MONTOYA: It would be nice. I think, I would think I do have quite a big following in America. It's good to see -- you know, that's been quite good everywhere I've been. There's always been like Colombian flags and I know a lot of Colombians are coming for this race. This is for me like my home race. I spent the last two years racing here, you know, apart from that Indy is very close for home. My family lives here. So it is like home.
Q: Juan Pablo, you've had a couple of years over here driving, and now you've had a season watching Formula One at work around the world where it's a huge sport. Do you think Formula One has really got a future here? Will the Americans really adopt Formula One in the way they've adopted NASCAR and other sports?
MONTOYA: NASCAR is a bit different because they do 32 races, 32, 35 -- 36, too many. (Laughter) I think I was talking to Jimmy, I think they've (NASCAR) got 20 races in a row. The guys, I don't think they ever test a car. You go from one race to the other, to the other and you do appearances. Formula One is a bit different because of the rules. In NASCAR, there are still cars and the buddies and all this, yeah? In Formula One, because of the technology, because they're also a lot more open, you're allowed to change a lot more stuff, yeah. It's not like in NASCAR you've got three cars -- three, isn't it? Three cars in NASCAR? You've got Ford, Dodge --
MONTOYA: So it was a bit like in CART where you pick, you know, in CART you pick your chassis and your engine. Here you've got your package. You've got to try within the rules of the car, try to maximize a little bit here and a little bit there, yeah? The biggest difference is going to be the engine, whoever builds the best engine. In Formula One, you can go and if you really have a close look of the car, I guarantee out of 17 races, 14 races the car will be different. There will be something different in the car, something new, something small, anything that is going to make the car go quicker.
Q: But just to sort of reinforce the point, do you think that the Americans will regard, ever regard Formula One as the way Europeans regard it and the Japanese as the summit of racing? Will it have the same affect on their consciousness, do you think?
MONTOYA: The Americans are a bit different but there are so many. America is so big that I think they've got fans for everything. I think the people that will appreciate it, they will appreciate Formula One the way it is. I think Formula One being here in Indianapolis, racing at the Brickyard is going to -- I think it's a very strong point for Formula One.

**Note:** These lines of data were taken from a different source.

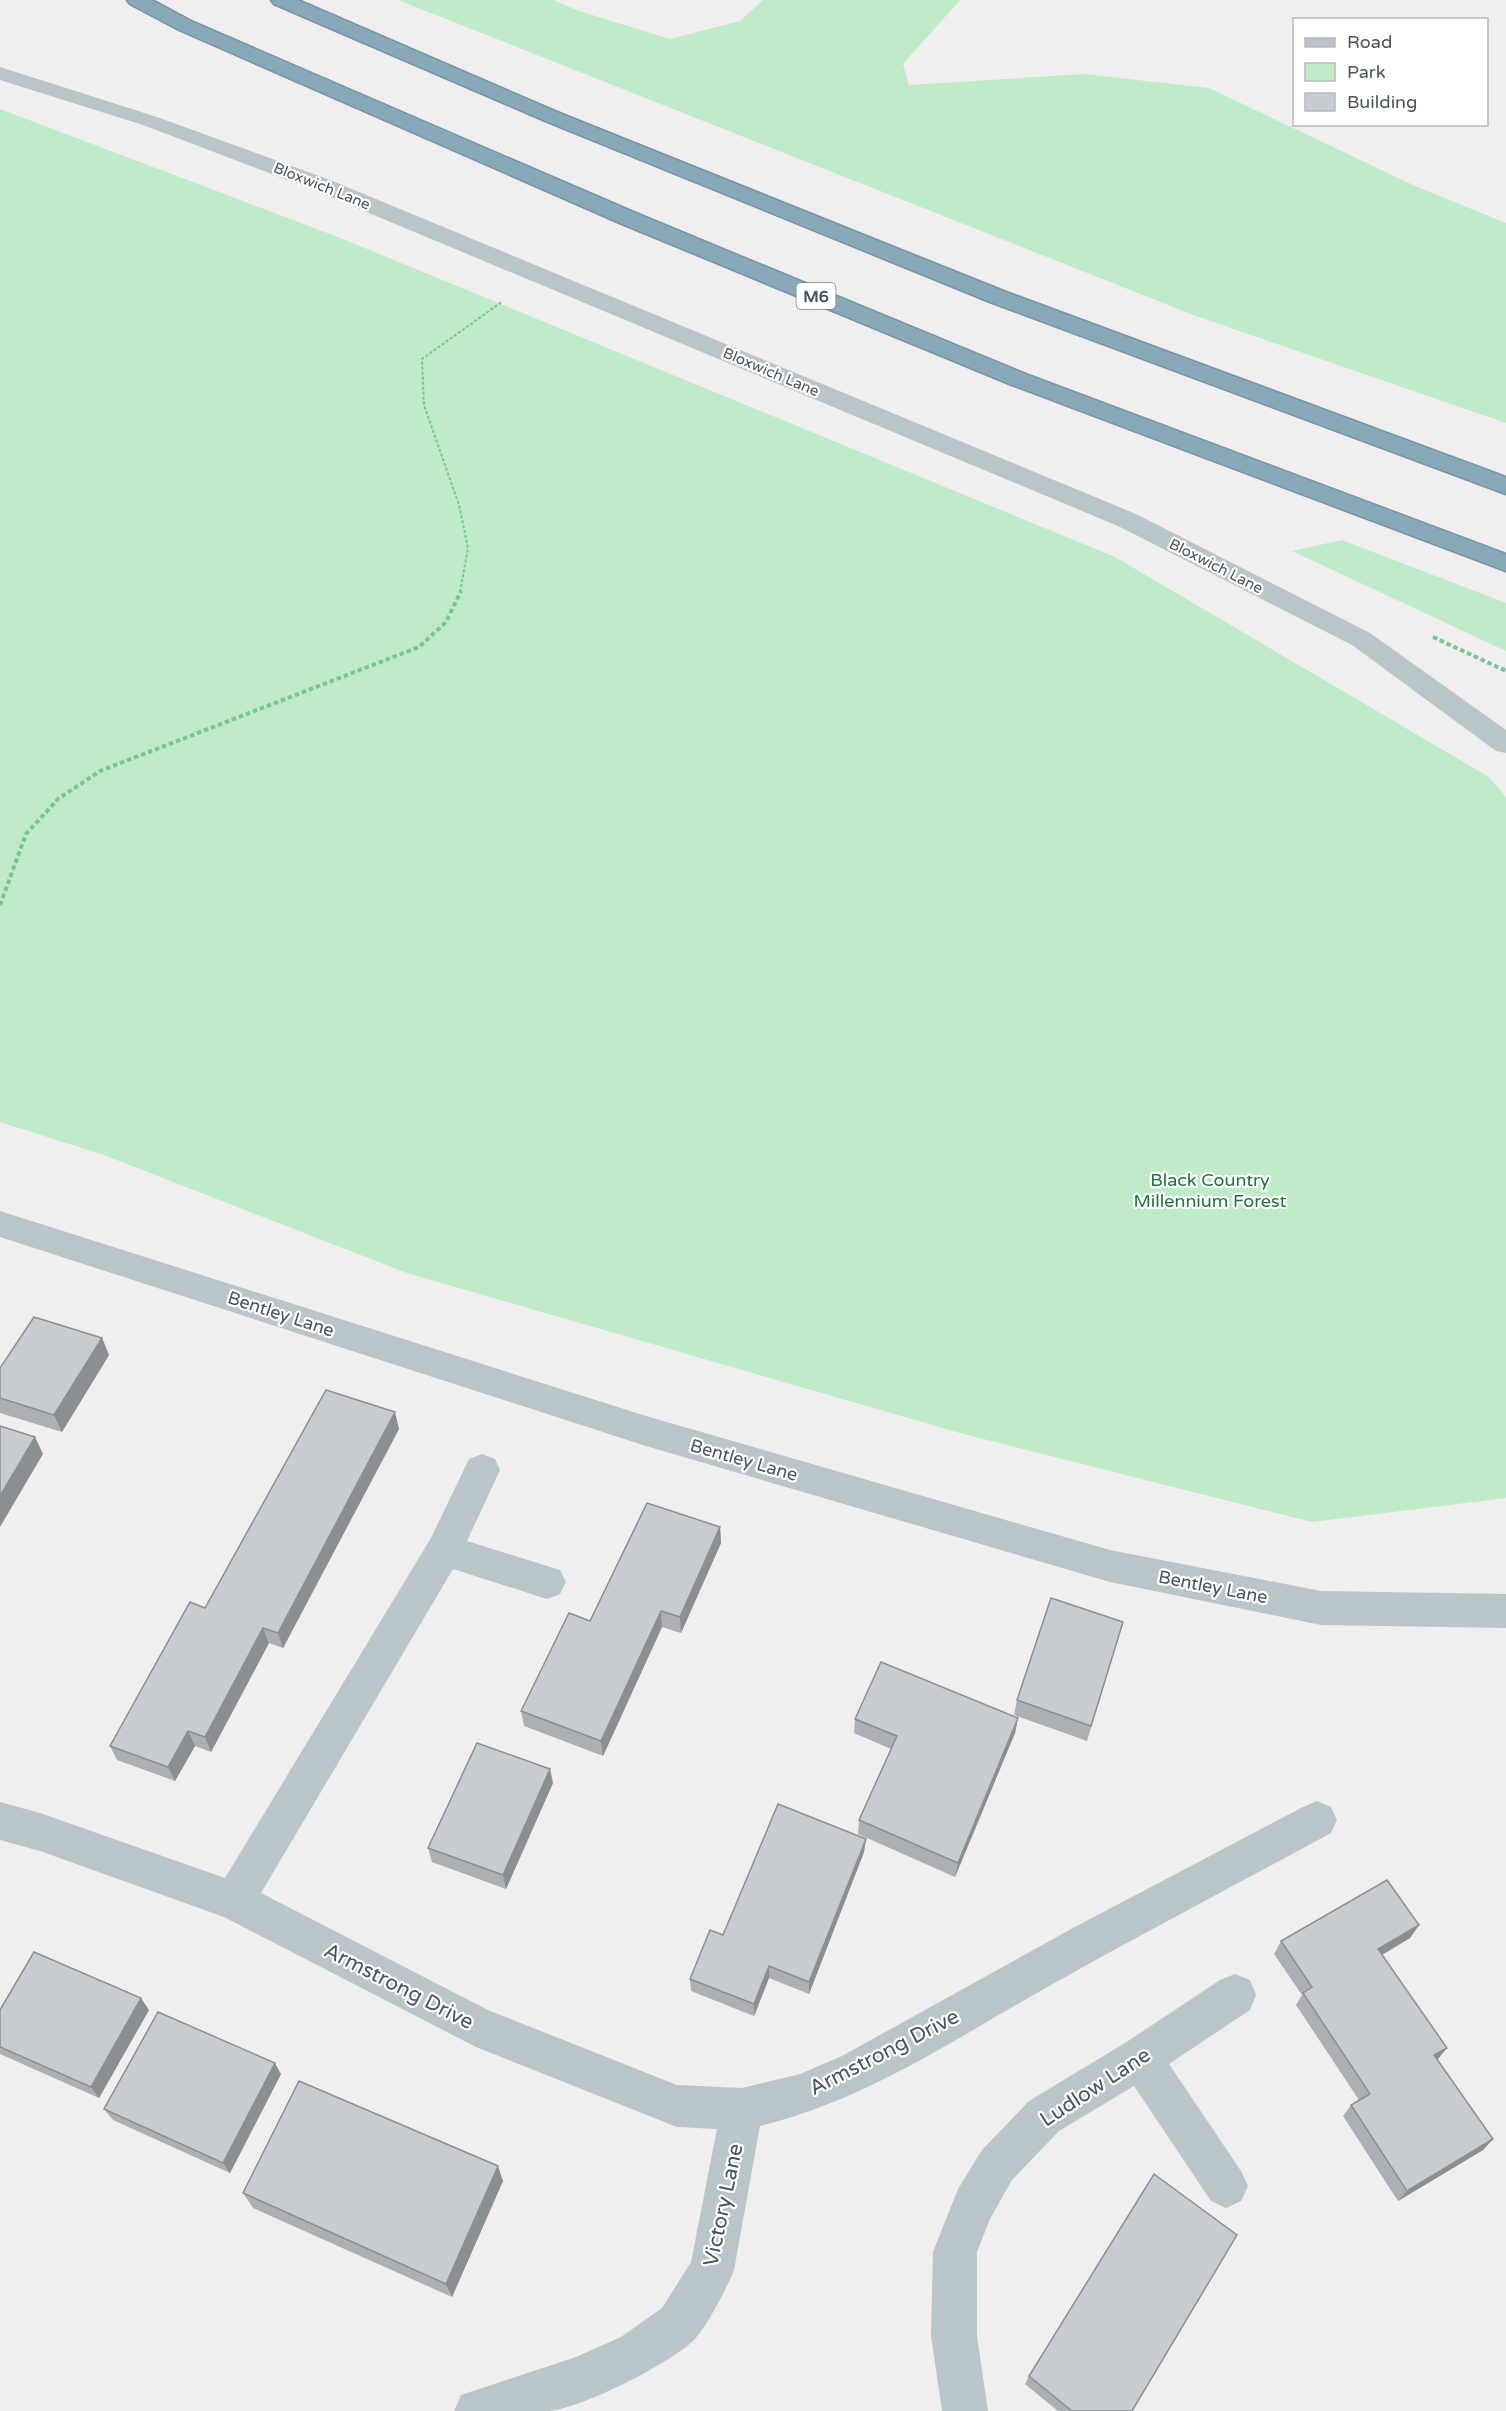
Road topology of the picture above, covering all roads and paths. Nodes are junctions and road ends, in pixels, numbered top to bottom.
1 (137, 0) edge
2 (281, 0) edge
3 (0, 73) edge
4 (506, 300) dead end
5 (1506, 486) edge
6 (1506, 563) edge
7 (1506, 744) edge
8 (0, 904) edge
9 (0, 1224) edge
10 (482, 1470) dead end
11 (444, 1550) junction
12 (547, 1582) dead end
13 (1506, 1611) edge
14 (1317, 1820) dead end
15 (0, 1821) edge
16 (234, 1901) junction
17 (1235, 1995) dead end
18 (1140, 2058) junction
19 (742, 2109) junction
20 (1227, 2186) dead end
21 (477, 2411) edge
22 (965, 2411) edge

1 - 6 highway, M6
2 - 5 highway
3 - 7 street, Bloxwich Lane
4 - 8 path
9 - 13 street, Bentley Lane
10 - 11 street
11 - 12 street
11 - 16 street
14 - 19 street, Armstrong Drive
15 - 16 street, Armstrong Drive
16 - 19 street, Armstrong Drive
17 - 18 street, Ludlow Lane
18 - 20 street
18 - 22 street, Ludlow Lane
19 - 21 street, Victory Lane

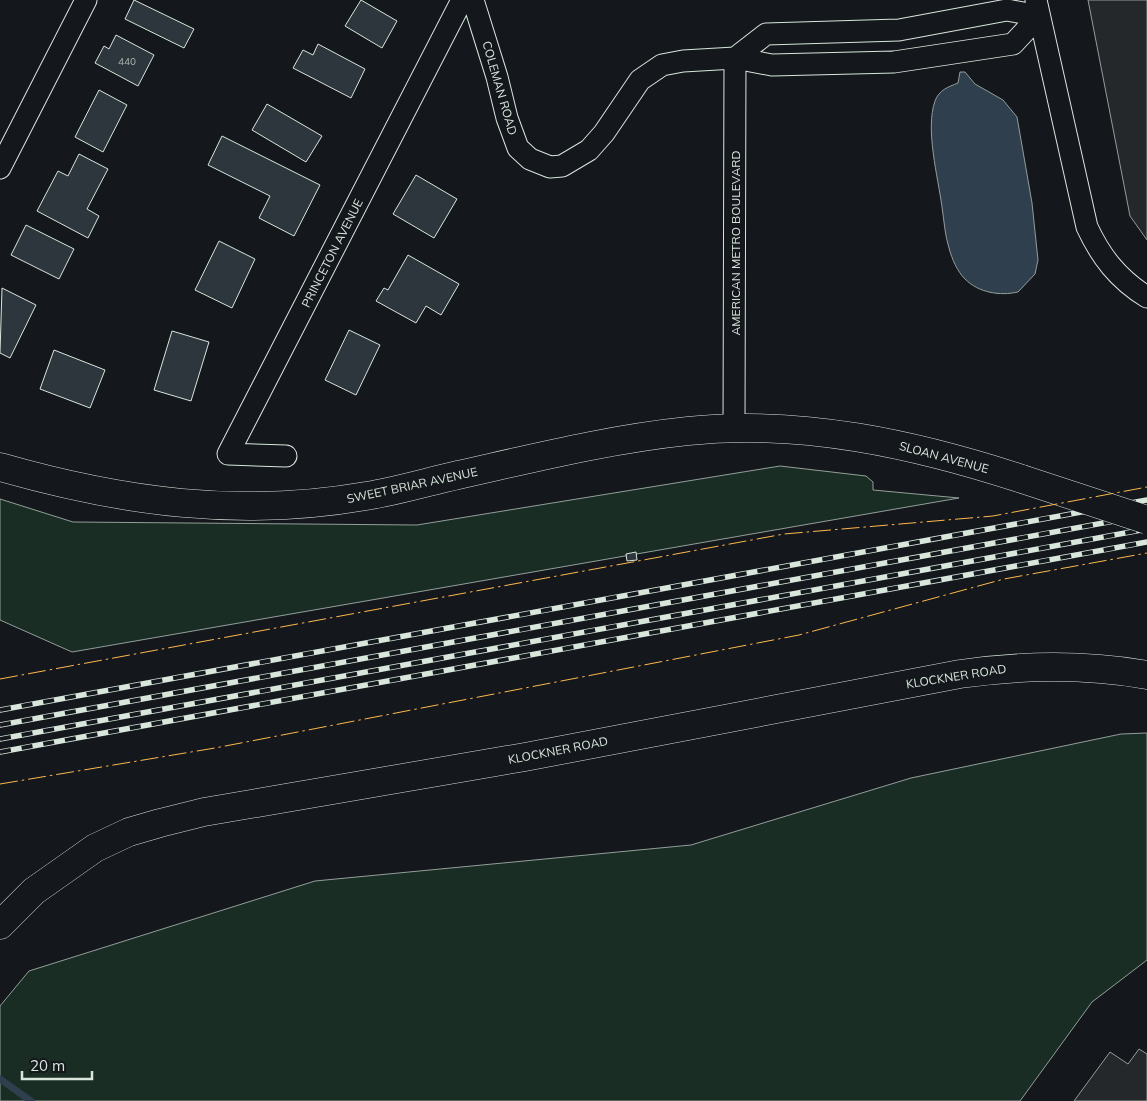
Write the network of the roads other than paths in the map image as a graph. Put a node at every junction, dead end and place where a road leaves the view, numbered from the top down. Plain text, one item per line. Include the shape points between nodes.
1 (86, 0) edge
2 (462, 0) edge
3 (473, 0) edge
4 (1038, 8) edge
5 (735, 58) junction
6 (0, 168) edge
7 (1147, 297) edge
8 (734, 428) junction
9 (286, 456) dead end
10 (0, 467) edge
11 (1147, 520) edge
12 (1147, 675) edge
13 (0, 924) edge

1 - 6 street
2 - 9 street, PRINCETON AVENUE via 228,454
3 - 5 street, COLEMAN ROAD via 506,118 518,148 530,159 550,167 562,166 589,150 604,134 632,89 651,71 673,62
4 - 5 street via 1007,10 899,30 766,34
4 - 5 street via 1013,44 894,62 772,65
4 - 7 street via 1087,227 1112,269
5 - 8 street, AMERICAN METRO BOULEVARD
8 - 10 main road, SWEET BRIAR AVENUE via 620,441 548,454 367,496 280,506 160,502 103,493
8 - 11 main road, SLOAN AVENUE, bridge via 856,437 930,452
12 - 13 main road, KLOCKNER ROAD via 1064,666 1013,667 960,674 525,757 204,812 138,830 95,848 34,891

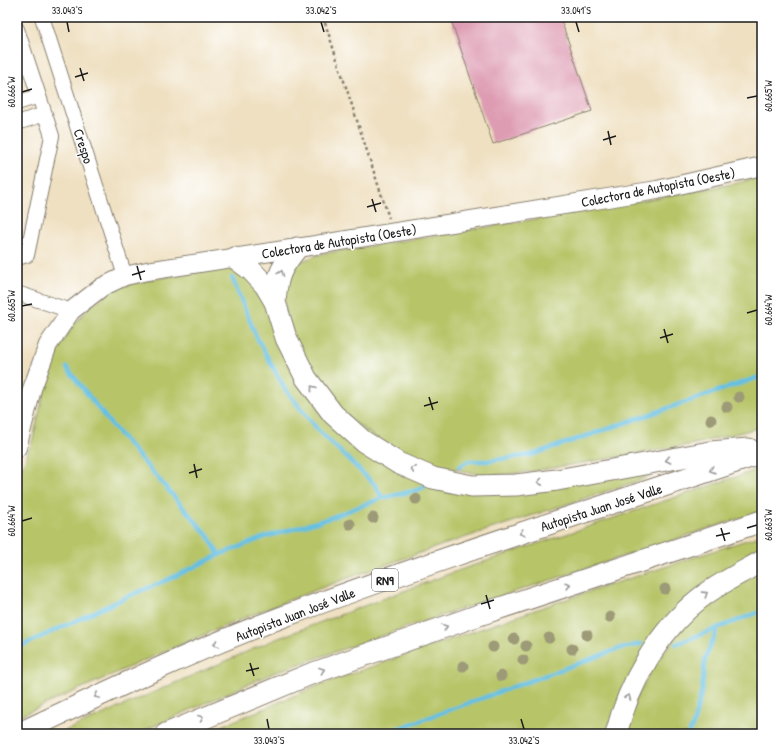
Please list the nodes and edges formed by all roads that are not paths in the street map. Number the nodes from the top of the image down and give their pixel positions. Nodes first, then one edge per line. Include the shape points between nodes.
1 (42, 17) edge
2 (17, 29) edge
3 (39, 96) junction
4 (17, 103) edge
5 (45, 114) junction
6 (17, 123) edge
7 (762, 166) edge
8 (297, 248) junction
9 (17, 258) edge
10 (235, 258) junction
11 (125, 276) junction
12 (17, 293) edge
13 (276, 302) junction
14 (71, 311) junction
15 (17, 448) edge
16 (762, 448) edge
17 (762, 453) edge
18 (762, 521) edge
19 (762, 561) edge
20 (18, 734) edge
21 (166, 734) edge
22 (616, 734) edge

1 - 11 street, Crespo
2 - 3 street
3 - 4 street
3 - 5 street
5 - 6 street
5 - 9 street via 52,136 27,254
7 - 8 main road, Colectora de Autopista (Oeste) via 657,190
8 - 10 main road, Colectora de Autopista (Oeste)
13 -> 8 highway via 276,284 284,265
10 - 11 main road, Colectora de Autopista (Oeste)
10 - 13 highway via 265,285
11 - 14 main road, Colectora de Autopista (Oeste) via 102,288
12 - 14 street
16 -> 13 highway via 710,452 516,485 472,486 432,478 398,463 363,442 333,414 306,378 286,338
14 - 15 main road, Colectora de Autopista (Oeste) via 48,345 32,389
17 -> 20 highway, Autopista Juan José Valle / RN9 via 435,561 283,617 166,664
21 -> 18 highway via 315,673 479,615
22 -> 19 highway via 622,712 637,678 672,624 700,598

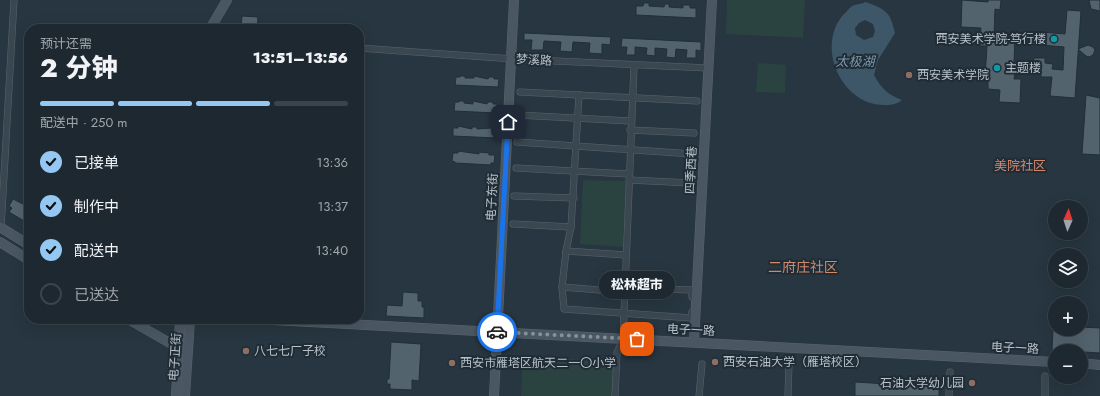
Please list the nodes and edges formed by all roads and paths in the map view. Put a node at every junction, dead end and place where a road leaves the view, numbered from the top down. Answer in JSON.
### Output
{"nodes":[{"id":1,"x":14,"y":0,"type":"edge"},
{"id":2,"x":220,"y":0,"type":"edge"},
{"id":3,"x":227,"y":0,"type":"edge"},
{"id":4,"x":514,"y":0,"type":"edge"},
{"id":5,"x":712,"y":0,"type":"edge"},
{"id":6,"x":206,"y":24,"type":"edge"},
{"id":7,"x":213,"y":24,"type":"edge"},
{"id":8,"x":364,"y":48,"type":"edge"},
{"id":9,"x":512,"y":59,"type":"junction"},
{"id":10,"x":634,"y":66,"type":"junction"},
{"id":11,"x":708,"y":68,"type":"junction"},
{"id":12,"x":520,"y":92,"type":"dead end"},
{"id":13,"x":580,"y":95,"type":"junction"},
{"id":14,"x":632,"y":98,"type":"junction"},
{"id":15,"x":697,"y":101,"type":"dead end"},
{"id":16,"x":518,"y":115,"type":"dead end"},
{"id":17,"x":578,"y":118,"type":"junction"},
{"id":18,"x":630,"y":121,"type":"junction"},
{"id":19,"x":630,"y":130,"type":"junction"},
{"id":20,"x":694,"y":133,"type":"dead end"},
{"id":21,"x":516,"y":142,"type":"dead end"},
{"id":22,"x":577,"y":146,"type":"junction"},
{"id":23,"x":630,"y":149,"type":"junction"},
{"id":24,"x":694,"y":154,"type":"dead end"},
{"id":25,"x":516,"y":168,"type":"dead end"},
{"id":26,"x":575,"y":172,"type":"junction"},
{"id":27,"x":629,"y":177,"type":"junction"},
{"id":28,"x":692,"y":183,"type":"dead end"},
{"id":29,"x":514,"y":196,"type":"dead end"},
{"id":30,"x":574,"y":198,"type":"junction"},
{"id":31,"x":512,"y":224,"type":"dead end"},
{"id":32,"x":571,"y":227,"type":"junction"},
{"id":33,"x":1,"y":228,"type":"edge"},
{"id":34,"x":0,"y":242,"type":"edge"},
{"id":35,"x":24,"y":242,"type":"edge"},
{"id":36,"x":566,"y":251,"type":"junction"},
{"id":37,"x":626,"y":255,"type":"junction"},
{"id":38,"x":24,"y":257,"type":"edge"},
{"id":39,"x":562,"y":287,"type":"junction"},
{"id":40,"x":625,"y":290,"type":"junction"},
{"id":41,"x":623,"y":312,"type":"junction"},
{"id":42,"x":137,"y":324,"type":"edge"},
{"id":43,"x":180,"y":324,"type":"edge"},
{"id":44,"x":190,"y":324,"type":"edge"},
{"id":45,"x":347,"y":324,"type":"edge"},
{"id":46,"x":497,"y":332,"type":"junction"},
{"id":47,"x":623,"y":339,"type":"junction"},
{"id":48,"x":694,"y":342,"type":"junction"},
{"id":49,"x":178,"y":348,"type":"junction"},
{"id":50,"x":187,"y":353,"type":"junction"},
{"id":51,"x":1048,"y":362,"type":"edge"},
{"id":52,"x":789,"y":363,"type":"dead end"},
{"id":53,"x":702,"y":364,"type":"dead end"},
{"id":54,"x":1088,"y":364,"type":"edge"},
{"id":55,"x":1100,"y":365,"type":"edge"},
{"id":56,"x":950,"y":372,"type":"dead end"},
{"id":57,"x":1045,"y":376,"type":"dead end"},
{"id":58,"x":176,"y":396,"type":"edge"},
{"id":59,"x":185,"y":396,"type":"edge"},
{"id":60,"x":494,"y":396,"type":"edge"},
{"id":61,"x":615,"y":396,"type":"edge"},
{"id":62,"x":699,"y":396,"type":"edge"},
{"id":63,"x":788,"y":396,"type":"edge"},
{"id":64,"x":949,"y":396,"type":"edge"},
{"id":65,"x":1044,"y":396,"type":"edge"}],
"edges":[{"from":1,"to":33,"type":"street"},
{"from":2,"to":6,"type":"street"},
{"from":3,"to":7,"type":"street"},
{"from":4,"to":9,"type":"street","name":"电子东街"},
{"from":5,"to":11,"type":"street","name":"四季西巷"},
{"from":8,"to":9,"type":"street","name":"梦溪路"},
{"from":9,"to":10,"type":"street","name":"梦溪路"},
{"from":9,"to":46,"type":"street","name":"电子东街"},
{"from":10,"to":11,"type":"street","name":"梦溪路"},
{"from":10,"to":14,"type":"street"},
{"from":11,"to":48,"type":"street","name":"四季西巷"},
{"from":12,"to":13,"type":"street"},
{"from":13,"to":14,"type":"street"},
{"from":13,"to":17,"type":"street"},
{"from":14,"to":15,"type":"street"},
{"from":14,"to":18,"type":"street"},
{"from":16,"to":17,"type":"street"},
{"from":17,"to":18,"type":"street"},
{"from":17,"to":22,"type":"street"},
{"from":18,"to":19,"type":"street"},
{"from":19,"to":20,"type":"street"},
{"from":19,"to":23,"type":"street"},
{"from":21,"to":22,"type":"street"},
{"from":22,"to":23,"type":"street"},
{"from":22,"to":26,"type":"street"},
{"from":23,"to":24,"type":"street"},
{"from":23,"to":27,"type":"street"},
{"from":25,"to":26,"type":"street"},
{"from":26,"to":27,"type":"street"},
{"from":26,"to":30,"type":"street"},
{"from":27,"to":28,"type":"street"},
{"from":27,"to":37,"type":"street"},
{"from":29,"to":30,"type":"street"},
{"from":30,"to":32,"type":"street"},
{"from":31,"to":32,"type":"street"},
{"from":32,"to":36,"type":"street"},
{"from":33,"to":35,"type":"street"},
{"from":34,"to":38,"type":"street"},
{"from":36,"to":37,"type":"street"},
{"from":36,"to":39,"type":"street"},
{"from":37,"to":40,"type":"street"},
{"from":39,"to":40,"type":"street"},
{"from":39,"to":41,"type":"street"},
{"from":40,"to":41,"type":"street"},
{"from":40,"to":41,"type":"street"},
{"from":41,"to":47,"type":"street"},
{"from":42,"to":49,"type":"street"},
{"from":43,"to":49,"type":"street","name":"电子正街"},
{"from":44,"to":50,"type":"street","name":"电子正街"},
{"from":45,"to":46,"type":"street","name":"电子一路"},
{"from":46,"to":47,"type":"street","name":"电子一路"},
{"from":46,"to":60,"type":"street","name":"电子东街"},
{"from":47,"to":48,"type":"street","name":"电子一路"},
{"from":47,"to":61,"type":"street"},
{"from":48,"to":51,"type":"street","name":"电子一路"},
{"from":49,"to":50,"type":"street"},
{"from":49,"to":58,"type":"street","name":"电子正街"},
{"from":50,"to":59,"type":"street","name":"电子正街"},
{"from":52,"to":63,"type":"street"},
{"from":53,"to":62,"type":"street"},
{"from":54,"to":55,"type":"street"},
{"from":56,"to":64,"type":"street"},
{"from":57,"to":65,"type":"street"}]}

Q: Do you think, Juan Pablo, that it was important from the image of Formula One that it should be seen to be going ahead with its commitment to race in the U.S. so soon after the terrible problems they've had here?
MONTOYA: Yeah, I think it was, you know, it was a decision made by the organizers and everything. As a driver, as myself, I didn't see a problem coming. I think it was a very -- you know, it was up to them, not up to me really. You know, we're here and should go ahead, and I'm very pleased. I think it's going to be a great show, and hopefully we can get a good result out of it.